Saved entries:
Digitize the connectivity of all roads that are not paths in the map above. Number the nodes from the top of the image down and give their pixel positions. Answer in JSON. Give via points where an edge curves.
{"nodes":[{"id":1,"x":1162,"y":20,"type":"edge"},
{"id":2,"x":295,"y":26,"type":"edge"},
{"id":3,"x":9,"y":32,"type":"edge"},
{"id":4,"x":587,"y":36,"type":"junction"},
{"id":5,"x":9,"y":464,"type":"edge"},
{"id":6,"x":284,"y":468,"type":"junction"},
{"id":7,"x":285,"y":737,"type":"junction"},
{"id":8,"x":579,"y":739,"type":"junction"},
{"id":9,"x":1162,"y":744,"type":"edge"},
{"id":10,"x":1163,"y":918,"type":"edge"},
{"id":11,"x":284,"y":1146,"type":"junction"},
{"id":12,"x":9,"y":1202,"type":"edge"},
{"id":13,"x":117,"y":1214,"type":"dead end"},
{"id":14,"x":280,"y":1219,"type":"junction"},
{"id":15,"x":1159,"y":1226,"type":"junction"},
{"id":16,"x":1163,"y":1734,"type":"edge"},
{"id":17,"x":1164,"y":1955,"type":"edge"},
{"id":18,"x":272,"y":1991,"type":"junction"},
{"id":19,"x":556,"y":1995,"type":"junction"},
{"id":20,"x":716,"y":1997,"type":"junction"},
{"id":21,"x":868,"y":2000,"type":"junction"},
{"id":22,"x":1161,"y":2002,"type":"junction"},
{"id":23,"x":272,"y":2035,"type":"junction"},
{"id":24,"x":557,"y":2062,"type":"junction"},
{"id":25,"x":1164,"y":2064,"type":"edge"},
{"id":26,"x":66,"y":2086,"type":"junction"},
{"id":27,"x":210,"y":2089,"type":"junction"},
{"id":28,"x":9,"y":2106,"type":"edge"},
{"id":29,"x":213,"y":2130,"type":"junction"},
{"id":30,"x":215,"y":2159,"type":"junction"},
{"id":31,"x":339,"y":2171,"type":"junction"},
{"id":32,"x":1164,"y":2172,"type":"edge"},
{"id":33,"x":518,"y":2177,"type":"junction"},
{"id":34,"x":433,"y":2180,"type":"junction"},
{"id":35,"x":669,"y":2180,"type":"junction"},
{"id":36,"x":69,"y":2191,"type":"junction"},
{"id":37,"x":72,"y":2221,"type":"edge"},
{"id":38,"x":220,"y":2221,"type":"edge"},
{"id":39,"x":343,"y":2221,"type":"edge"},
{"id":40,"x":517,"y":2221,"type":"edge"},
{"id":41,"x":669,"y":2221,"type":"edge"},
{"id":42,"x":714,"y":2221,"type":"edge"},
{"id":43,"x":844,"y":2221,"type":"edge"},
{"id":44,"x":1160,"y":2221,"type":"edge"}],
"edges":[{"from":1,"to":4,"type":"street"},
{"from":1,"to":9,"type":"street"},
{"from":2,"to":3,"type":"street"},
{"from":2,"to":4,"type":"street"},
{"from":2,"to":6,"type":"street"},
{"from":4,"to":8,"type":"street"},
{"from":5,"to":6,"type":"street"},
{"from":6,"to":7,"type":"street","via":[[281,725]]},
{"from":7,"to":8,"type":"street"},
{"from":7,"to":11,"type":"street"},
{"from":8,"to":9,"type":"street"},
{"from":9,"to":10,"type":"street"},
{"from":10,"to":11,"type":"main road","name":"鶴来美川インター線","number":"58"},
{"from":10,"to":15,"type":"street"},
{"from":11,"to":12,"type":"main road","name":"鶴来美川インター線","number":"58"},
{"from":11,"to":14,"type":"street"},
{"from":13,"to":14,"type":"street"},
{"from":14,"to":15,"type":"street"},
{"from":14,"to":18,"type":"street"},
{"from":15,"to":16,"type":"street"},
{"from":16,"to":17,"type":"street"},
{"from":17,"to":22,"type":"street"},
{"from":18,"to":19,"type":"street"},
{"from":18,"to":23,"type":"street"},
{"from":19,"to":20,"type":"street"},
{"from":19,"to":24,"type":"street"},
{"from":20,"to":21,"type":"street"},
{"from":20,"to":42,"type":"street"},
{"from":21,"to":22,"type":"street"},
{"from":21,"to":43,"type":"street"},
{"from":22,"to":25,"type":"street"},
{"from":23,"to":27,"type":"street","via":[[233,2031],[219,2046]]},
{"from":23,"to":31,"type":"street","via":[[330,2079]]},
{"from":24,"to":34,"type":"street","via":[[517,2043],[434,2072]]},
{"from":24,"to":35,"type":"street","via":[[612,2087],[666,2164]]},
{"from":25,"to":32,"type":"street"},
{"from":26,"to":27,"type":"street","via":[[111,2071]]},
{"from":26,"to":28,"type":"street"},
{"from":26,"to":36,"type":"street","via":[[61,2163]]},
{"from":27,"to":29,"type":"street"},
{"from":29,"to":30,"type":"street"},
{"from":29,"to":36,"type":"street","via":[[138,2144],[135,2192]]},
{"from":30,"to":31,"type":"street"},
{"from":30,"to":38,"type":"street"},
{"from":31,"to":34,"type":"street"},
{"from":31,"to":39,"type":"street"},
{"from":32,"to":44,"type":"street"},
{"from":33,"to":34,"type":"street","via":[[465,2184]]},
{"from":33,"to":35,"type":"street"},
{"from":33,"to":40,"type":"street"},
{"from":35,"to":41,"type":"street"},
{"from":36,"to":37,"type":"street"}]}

§ **Exercise requirements**: Report the lines above that contain "鶴来美川インター線".

§ **Exercise answer**:
{"from":10,"to":11,"type":"main road","name":"鶴来美川インター線","number":"58"},
{"from":11,"to":12,"type":"main road","name":"鶴来美川インター線","number":"58"},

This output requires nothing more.